### Activity
The data below is to be written out exactly, with no pictures.

### Task inputs

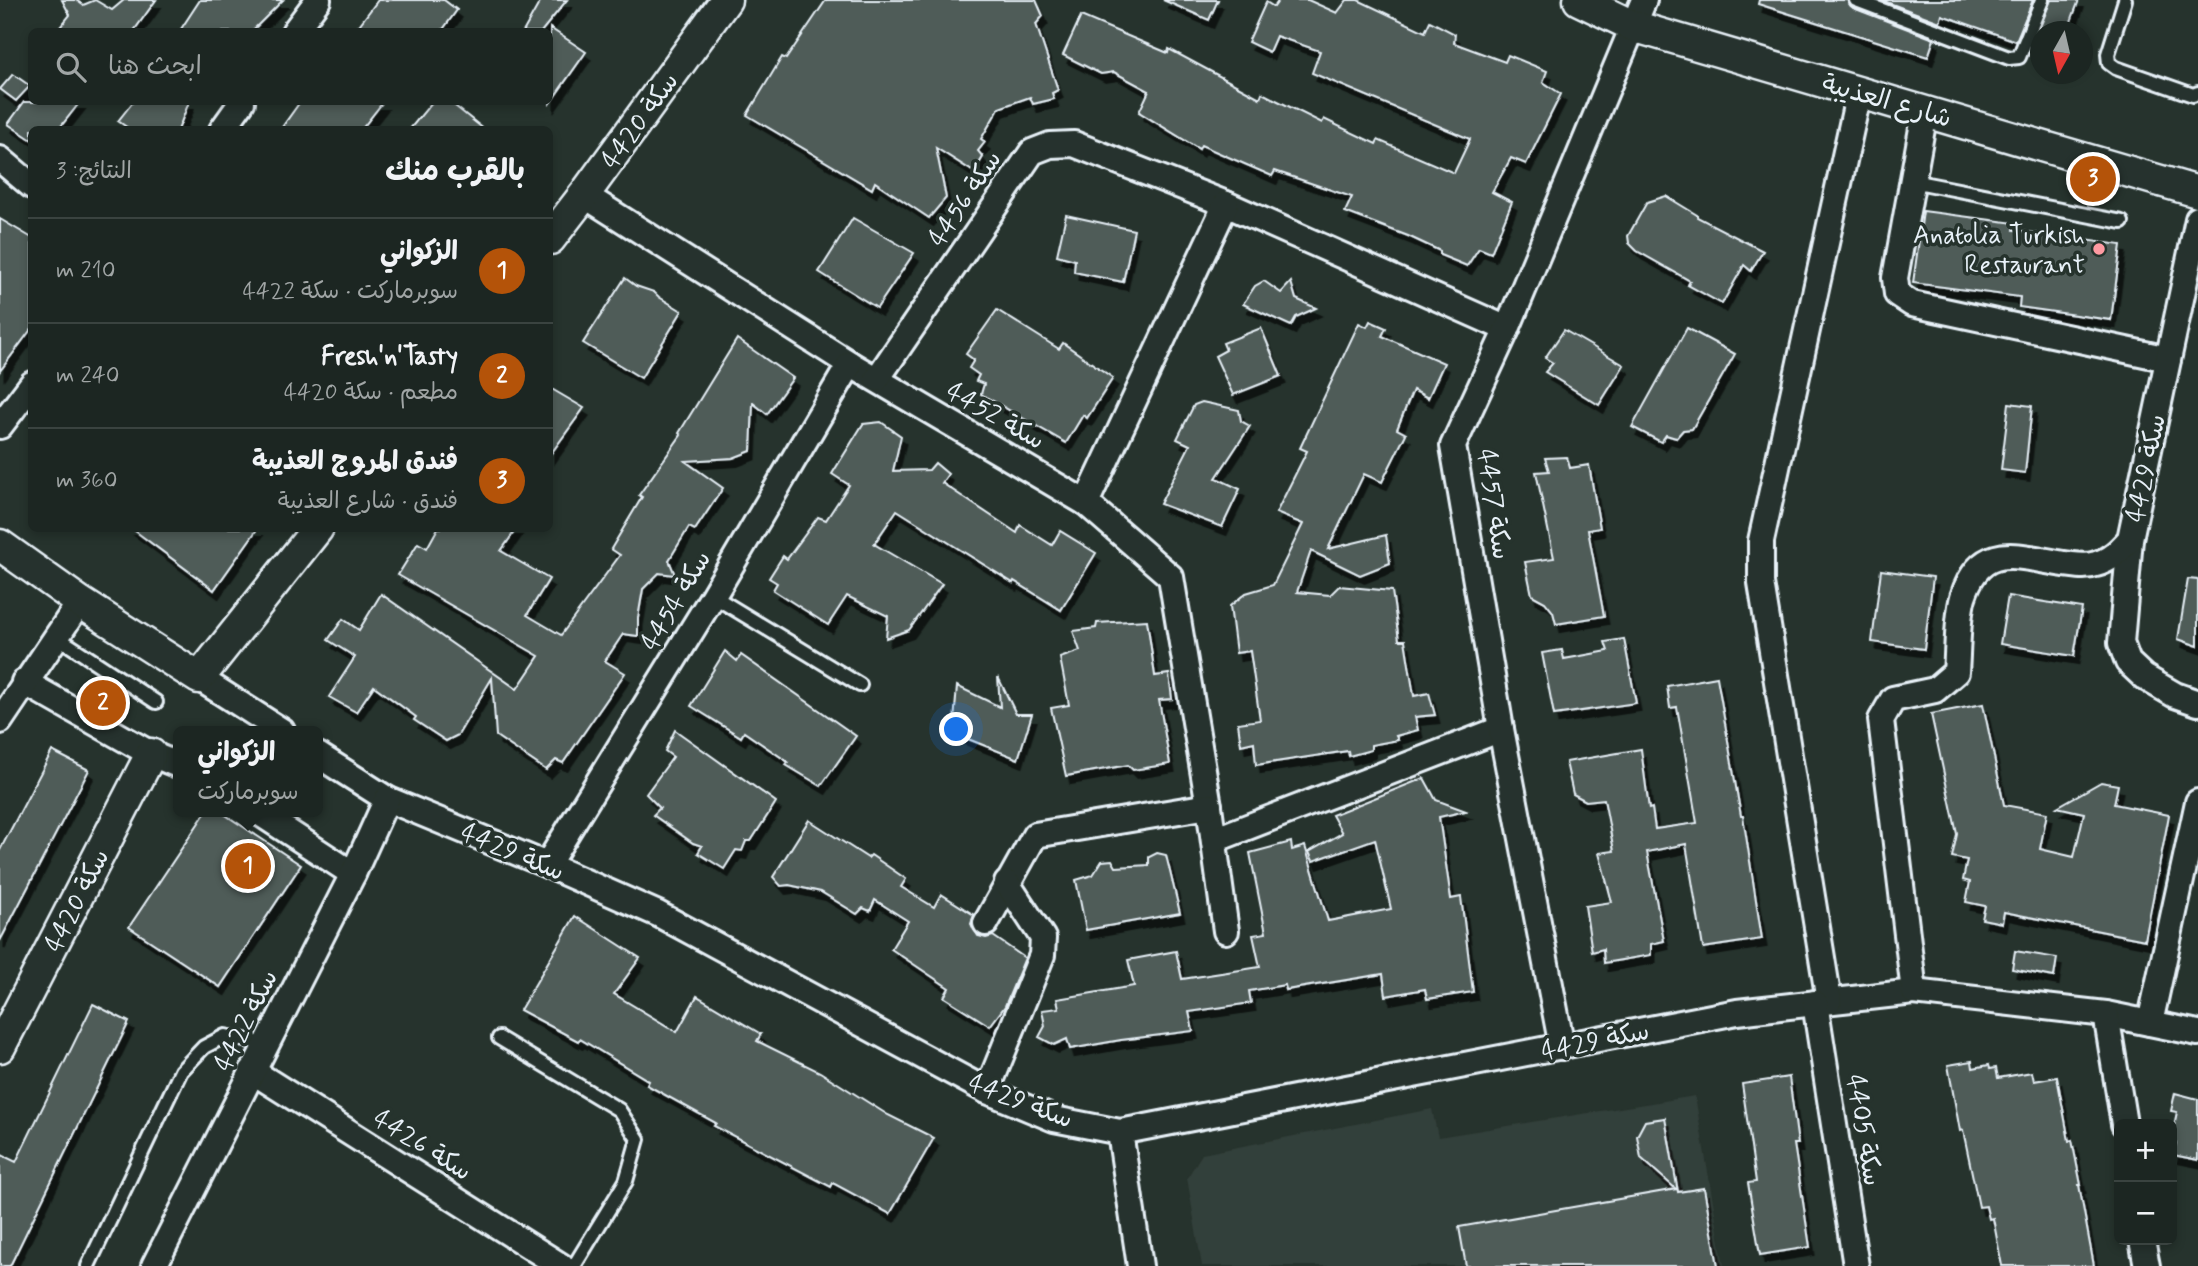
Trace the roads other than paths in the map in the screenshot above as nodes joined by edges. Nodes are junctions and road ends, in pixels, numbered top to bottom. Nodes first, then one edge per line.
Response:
1 (318, 0) edge
2 (726, 0) edge
3 (1579, 0) edge
4 (1856, 0) edge
5 (2042, 0) edge
6 (2124, 0) edge
7 (1639, 13) edge
8 (297, 28) edge
9 (1859, 92) junction
10 (2198, 93) edge
11 (240, 105) edge
12 (1925, 112) junction
13 (225, 126) edge
14 (0, 159) edge
15 (1912, 181) junction
16 (28, 183) edge
17 (2198, 192) edge
18 (584, 195) junction
19 (1226, 204) junction
20 (2198, 219) edge
21 (2122, 222) dead end
22 (553, 235) edge
23 (2190, 294) edge
24 (1507, 328) junction
25 (2168, 359) junction
26 (850, 364) junction
27 (877, 379) junction
28 (28, 389) edge
29 (0, 426) edge
30 (1086, 503) junction
31 (315, 532) edge
32 (2130, 539) junction
33 (0, 545) edge
34 (713, 596) junction
35 (80, 602) junction
36 (57, 637) junction
37 (199, 678) junction
38 (24, 682) junction
39 (860, 685) dead end
40 (156, 702) dead end
41 (2198, 703) edge
42 (0, 721) edge
43 (274, 726) edge
44 (1501, 729) junction
45 (323, 758) edge
46 (165, 760) edge
47 (387, 799) junction
48 (2198, 802) edge
49 (1209, 806) junction
50 (266, 817) edge
51 (1214, 841) junction
52 (547, 865) junction
53 (352, 874) junction
54 (1007, 883) junction
55 (986, 923) dead end
56 (1226, 931) dead end
57 (1914, 992) junction
58 (1822, 1002) junction
59 (2106, 1014) junction
60 (2150, 1023) junction
61 (2198, 1033) edge
62 (499, 1038) dead end
63 (266, 1044) junction
64 (0, 1047) edge
65 (1562, 1047) junction
66 (252, 1071) junction
67 (987, 1091) junction
68 (2123, 1119) edge
69 (1120, 1132) junction
70 (2143, 1245) edge
71 (88, 1266) edge
72 (154, 1266) edge
73 (561, 1266) edge
74 (574, 1266) edge
75 (1140, 1266) edge
76 (1856, 1266) edge
77 (2147, 1266) edge

1 - 8 street
2 - 18 street, سكة 4420
3 - 7 street, شارع العذيبة
4 - 5 lane
6 - 10 lane
7 - 9 street, شارع العذيبة
7 - 24 street, سكة 4457
9 - 12 street, شارع العذيبة
9 - 58 street, سكة 4405
11 - 13 street
12 - 15 street
12 - 17 street, شارع العذيبة
14 - 16 street
15 - 21 lane
15 - 25 street
18 - 22 street, سكة 4420
18 - 26 street, سكة 4452
19 - 24 street, سكة 4456
19 - 27 street, سكة 4456
19 - 30 street
20 - 23 street, سكة 4429
23 - 25 street, سكة 4429
24 - 44 street, سكة 4457
25 - 32 street, سكة 4429
26 - 27 street, سكة 4452
26 - 34 street, سكة 4454
27 - 30 street, سكة 4452
28 - 29 street
30 - 49 street, سكة 4452
31 - 37 street
32 - 41 street
32 - 57 street, سكة 4429
33 - 35 street
34 - 39 lane
34 - 52 street, سكة 4454
35 - 36 street
35 - 37 street
36 - 38 street
36 - 40 lane
37 - 43 street
38 - 42 street
38 - 46 street
44 - 51 street
44 - 65 street, سكة 4457
45 - 47 street, سكة 4429
46 - 64 street, سكة 4420
47 - 52 street, سكة 4429
47 - 53 street, سكة 4422
48 - 60 street
49 - 51 street, سكة 4452
49 - 54 street
50 - 53 street
51 - 56 street, سكة 4452
52 - 67 street, سكة 4429
53 - 63 street, سكة 4422
54 - 55 street
54 - 67 street
57 - 58 street, سكة 4429
57 - 59 street, سكة 4429
58 - 65 street, سكة 4429
58 - 76 street, سكة 4405
59 - 60 street, سكة 4429
59 - 68 street
60 - 61 street, سكة 4429
62 - 74 lane
63 - 66 street, سكة 4422
63 - 71 lane
65 - 69 street, سكة 4429
66 - 72 street, سكة 4422
66 - 73 street, سكة 4426
67 - 69 street, سكة 4429
69 - 75 street
70 - 77 street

### Solution to this task
Trace the roads other than paths in the map in the screenshot above as nodes joined by edges. Nodes are junctions and road ends, in pixels, numbered top to bottom. Nodes first, then one edge per line.
Response:
1 (318, 0) edge
2 (726, 0) edge
3 (1579, 0) edge
4 (1856, 0) edge
5 (2042, 0) edge
6 (2124, 0) edge
7 (1639, 13) edge
8 (297, 28) edge
9 (1859, 92) junction
10 (2198, 93) edge
11 (240, 105) edge
12 (1925, 112) junction
13 (225, 126) edge
14 (0, 159) edge
15 (1912, 181) junction
16 (28, 183) edge
17 (2198, 192) edge
18 (584, 195) junction
19 (1226, 204) junction
20 (2198, 219) edge
21 (2122, 222) dead end
22 (553, 235) edge
23 (2190, 294) edge
24 (1507, 328) junction
25 (2168, 359) junction
26 (850, 364) junction
27 (877, 379) junction
28 (28, 389) edge
29 (0, 426) edge
30 (1086, 503) junction
31 (315, 532) edge
32 (2130, 539) junction
33 (0, 545) edge
34 (713, 596) junction
35 (80, 602) junction
36 (57, 637) junction
37 (199, 678) junction
38 (24, 682) junction
39 (860, 685) dead end
40 (156, 702) dead end
41 (2198, 703) edge
42 (0, 721) edge
43 (274, 726) edge
44 (1501, 729) junction
45 (323, 758) edge
46 (165, 760) edge
47 (387, 799) junction
48 (2198, 802) edge
49 (1209, 806) junction
50 (266, 817) edge
51 (1214, 841) junction
52 (547, 865) junction
53 (352, 874) junction
54 (1007, 883) junction
55 (986, 923) dead end
56 (1226, 931) dead end
57 (1914, 992) junction
58 (1822, 1002) junction
59 (2106, 1014) junction
60 (2150, 1023) junction
61 (2198, 1033) edge
62 (499, 1038) dead end
63 (266, 1044) junction
64 (0, 1047) edge
65 (1562, 1047) junction
66 (252, 1071) junction
67 (987, 1091) junction
68 (2123, 1119) edge
69 (1120, 1132) junction
70 (2143, 1245) edge
71 (88, 1266) edge
72 (154, 1266) edge
73 (561, 1266) edge
74 (574, 1266) edge
75 (1140, 1266) edge
76 (1856, 1266) edge
77 (2147, 1266) edge

1 - 8 street
2 - 18 street, سكة 4420
3 - 7 street, شارع العذيبة
4 - 5 lane
6 - 10 lane
7 - 9 street, شارع العذيبة
7 - 24 street, سكة 4457
9 - 12 street, شارع العذيبة
9 - 58 street, سكة 4405
11 - 13 street
12 - 15 street
12 - 17 street, شارع العذيبة
14 - 16 street
15 - 21 lane
15 - 25 street
18 - 22 street, سكة 4420
18 - 26 street, سكة 4452
19 - 24 street, سكة 4456
19 - 27 street, سكة 4456
19 - 30 street
20 - 23 street, سكة 4429
23 - 25 street, سكة 4429
24 - 44 street, سكة 4457
25 - 32 street, سكة 4429
26 - 27 street, سكة 4452
26 - 34 street, سكة 4454
27 - 30 street, سكة 4452
28 - 29 street
30 - 49 street, سكة 4452
31 - 37 street
32 - 41 street
32 - 57 street, سكة 4429
33 - 35 street
34 - 39 lane
34 - 52 street, سكة 4454
35 - 36 street
35 - 37 street
36 - 38 street
36 - 40 lane
37 - 43 street
38 - 42 street
38 - 46 street
44 - 51 street
44 - 65 street, سكة 4457
45 - 47 street, سكة 4429
46 - 64 street, سكة 4420
47 - 52 street, سكة 4429
47 - 53 street, سكة 4422
48 - 60 street
49 - 51 street, سكة 4452
49 - 54 street
50 - 53 street
51 - 56 street, سكة 4452
52 - 67 street, سكة 4429
53 - 63 street, سكة 4422
54 - 55 street
54 - 67 street
57 - 58 street, سكة 4429
57 - 59 street, سكة 4429
58 - 65 street, سكة 4429
58 - 76 street, سكة 4405
59 - 60 street, سكة 4429
59 - 68 street
60 - 61 street, سكة 4429
62 - 74 lane
63 - 66 street, سكة 4422
63 - 71 lane
65 - 69 street, سكة 4429
66 - 72 street, سكة 4422
66 - 73 street, سكة 4426
67 - 69 street, سكة 4429
69 - 75 street
70 - 77 street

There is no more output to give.